IT and business compete for the Digital Transformation crown

IT departments and business decision makers are not aligned when it comes to owning and driving enterprise cloud adoption and Digital transformation projects.

  • Friday, 26th May 2017 Posted 7 years ago in by Phil Alsop
IT directors believe that cloud adoption in their organisation is driven principally by their IT function as part of a technology strategy, rather than the need for change driven by business decision makers. This is according to the latest research from the Cloud Industry Forum (CIF).
 
Overall cloud adoption in the UK now stands at 88%, with 67% of users expecting to increase their adoption of cloud services over the coming year. However, CIF conducted a detailed analysis comparing perceptions of cloud adoption and Digital Transformation projects between IT decision makers (ITDM) and their counterparts within business (BDM).
 
While 73% of ITDMs believe that cloud is being driven by their department as a technology strategy, only 48% of business leaders believe this to be the case. In contrast, almost half (49%) of BDMs say that it is driven by the business considering Digital Transformation, compared to only 26% of ITDMs.
 
Alex Hilton CEO, CIF, stated: “We were keen to analyse the views of both the IT and business decision makers within the enterprise to see if there are competing perceptions on who owns and drives Digital Transformation projects. The results did not disappoint. There appears to be a glaring disconnect between the IT department and others in the ‘C’ suite. One key statistic stands out: IT decision makers are more likely to think the head of IT/CIO is driving the migration to the cloud and implementing Digital Transformation projects by 47% to 26% of BDMs. Whereas the BDMs themselves are more likely to say it is driven by the CEO – 37% against 27% of ITDMs.”
 
Conducted in February 2017, the research, polled 250 IT and business decision-makers in large enterprises, small to medium-sized businesses (SMBs) and public sector organisations. Other key findings include:
 
  • BDMs thought achieving the business objective of improving service levels of IT was more difficult than surveyed ITDMs did. Overall 60% of BDM respondents said that it was an achieved objective, but 39% reported it was difficult, compared to 54% of ITDM respondents who said it was an objective, and 22% who said it was difficult to achieve
     
  • ITDMs are more likely than surveyed BDMs to report that replacing legacy IT technologies either has/or are driving investment initiatives in cloud within their organisation (42% of ITDM respondents compared to 29% of BDM respondents)
     
  • ITDM respondents are most likely to report faster access to technology as a tangible benefit to using cloud (44% of ITDM respondents compared to 39% of BDM respondents).
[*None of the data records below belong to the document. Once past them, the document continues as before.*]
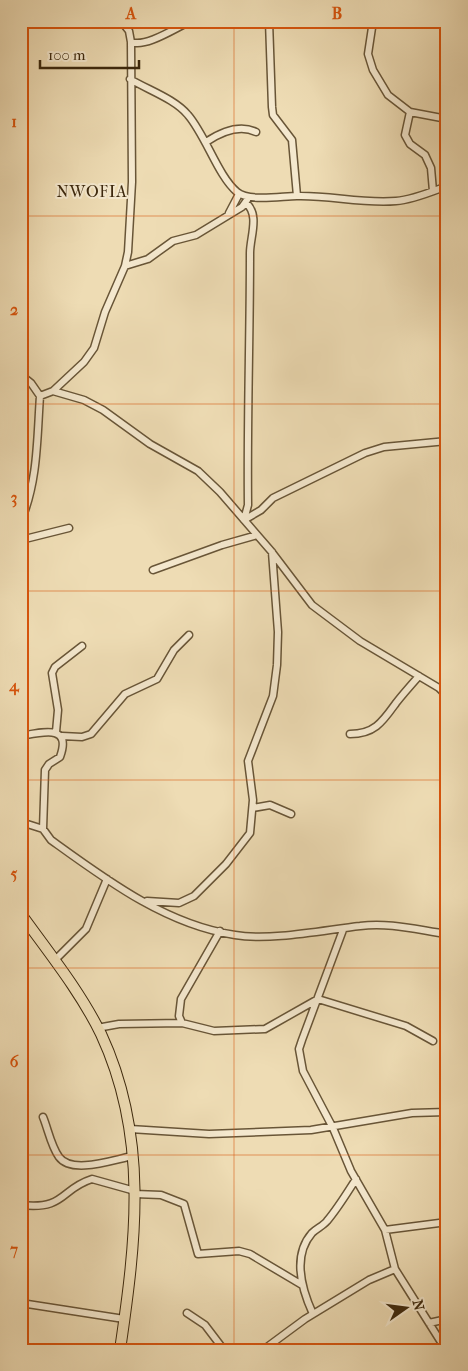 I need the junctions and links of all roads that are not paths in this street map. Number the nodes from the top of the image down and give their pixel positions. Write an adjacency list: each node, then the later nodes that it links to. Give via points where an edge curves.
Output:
1 (134, 21): 5 (street)
2 (191, 21): 6 (street, via 170,34 144,43)
3 (269, 21): 15 (street, via 273,115 292,140)
4 (373, 21): 8 (street, via 368,54 373,70 388,96)
5 (123, 22): 6 (street)
6 (131, 42): 7 (street)
7 (130, 79): 11 (street, via 181,107); 18 (street, via 132,182)
8 (410, 112): 9 (street); 13 (street, via 405,135 410,144 426,155)
9 (447, 119)
10 (256, 132): 11 (street, via 239,128)
11 (206, 142): 14 (street, via 228,182)
12 (447, 186): 13 (street)
13 (433, 191): 15 (street, via 398,201 378,202)
14 (239, 194): 16 (street); 17 (street)
15 (297, 196): 16 (street)
16 (247, 200): 17 (street); 23 (street, via 253,219 248,309 248,505)
17 (229, 213): 18 (street, via 196,235 173,241 148,259)
18 (125, 266): 20 (street, via 94,348)
19 (21, 375): 21 (street)
20 (53, 391): 21 (street); 23 (street, via 97,407 150,444 198,471)
21 (40, 396): 24 (street, via 34,477)
22 (447, 441): 23 (street, via 384,447 365,454 273,498)
23 (244, 520): 26 (street)
24 (21, 521)
25 (69, 528): 27 (street)
26 (257, 534): 28 (street); 29 (street)
27 (21, 540)
28 (271, 551): 32 (street, via 312,605 360,641); 37 (street, via 278,632 277,665 273,696 248,761)
29 (152, 570)
30 (189, 635): 34 (street, via 174,650 157,679 125,694 91,734 82,737)
31 (82, 646): 34 (street, via 52,673)
32 (419, 676): 33 (street); 35 (street, via 386,719 374,729)
33 (447, 696)
34 (59, 734): 36 (street); 40 (street, via 64,742 60,757 45,770)
35 (350, 734)
36 (21, 736)
37 (253, 808): 38 (street, via 270,806); 42 (street, via 250,833 226,864 194,896 179,903)
38 (291, 814)
39 (21, 822): 40 (street)
40 (43, 829): 41 (street, via 51,840)
41 (107, 879): 42 (street); 47 (street, via 86,930)
42 (142, 901): 45 (street, via 172,916)
43 (21, 914): 47 (main road)
44 (343, 930): 45 (street, via 276,935 235,935); 46 (street, via 389,925); 48 (street)
45 (220, 931): 49 (street, via 180,1000)
46 (447, 934)
47 (54, 961): 50 (main road)
48 (318, 999): 49 (street, via 265,1029 214,1031); 51 (street, via 406,1026); 54 (street, via 299,1049 300,1062)
49 (182, 1024): 50 (street, via 120,1024)
50 (97, 1028): 55 (main road, via 120,1088)
51 (433, 1041)
52 (447, 1112): 54 (street, via 412,1113)
53 (43, 1117): 56 (street, via 60,1158 66,1162 76,1166 91,1165)
54 (333, 1128): 55 (street, via 209,1134); 57 (street)
55 (130, 1129): 56 (main road)
56 (133, 1156): 58 (main road)
57 (356, 1179): 61 (street); 63 (street, via 339,1206 325,1224 312,1233 304,1248)
58 (135, 1193): 59 (street, via 92,1179 56,1203); 63 (street, via 161,1196 184,1204 198,1254 239,1251 250,1254); 68 (main road, via 133,1255)
59 (21, 1205)
60 (447, 1222): 61 (street)
61 (386, 1230): 62 (street)
62 (395, 1270): 66 (street, via 369,1280); 69 (street)
63 (302, 1285): 66 (street)
64 (21, 1303): 68 (street)
65 (187, 1313): 71 (street, via 205,1325)
66 (313, 1314): 72 (street)
67 (447, 1318): 69 (street)
68 (124, 1319): 70 (main road)
69 (429, 1323): 73 (street)
70 (120, 1350)
71 (224, 1350)
72 (263, 1350)
73 (446, 1350)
Whereas surveyed BDMs are most likely to report cost savings over on-premise solutions (46% of BDM respondents compared to 36% of ITDM respondents)
     
  • The majority (53%) of surveyed BDMs say that utilising cloud services has given their organisation a competitive advantage, whereas only 44% of surveyed ITDMs think this is the case
     
  • BDMs predict bigger cost savings from use of cloud services than surveyed ITDMs, particularly in five years' time (BDM respondents estimate an average cost saving of 35.18% compared to the ITDM respondent average estimate of 25.98% in five years' time)
     
  • ITDMs are much more likely than surveyed BDMs to think that cloud adoption in their organisation is driven principally by the IT function as a technological strategy (73% of ITDM respondents compared to 48% of BDM respondents). While almost half (49%) of surveyed BDMs say that it is driven by the business considering digital transformation (compared to only a quarter (26%) of surveyed ITDMs)
     
  • ITDM respondents are less likely than BDM respondents to think that their organisation's digital strategy is completely clear (18% of surveyed ITDMs think this, compared to 33% of surveyed BDMs)
 
Alex Hilton added: “An organisation can purchase, deploy and manage IT and cloud successfully without detailed understanding of its future direction but without business strategy in the right format and at the right level of detail, there is a risk that the organisation may shape and steer its technology in such a way as to prevent future alignment.
 
“Aligning IT with business strategy is nothing new. Organisations, which have struggled to use IT to achieve business objectives, are often due to differences in departmental goals and culture, or a mutual ignorance of each other's methods resulting in ineffectual products and systems, which fail to provide an effective return on investment. These findings are critical therefore to our understanding of the institutional and organisational challenges confronted by many in both the IT department and the wider business. Perceptions and expectations are widely different and those enterprises looking to deliver Digital Transformation projects effectively need address this disconnect head on,” concluded Alex.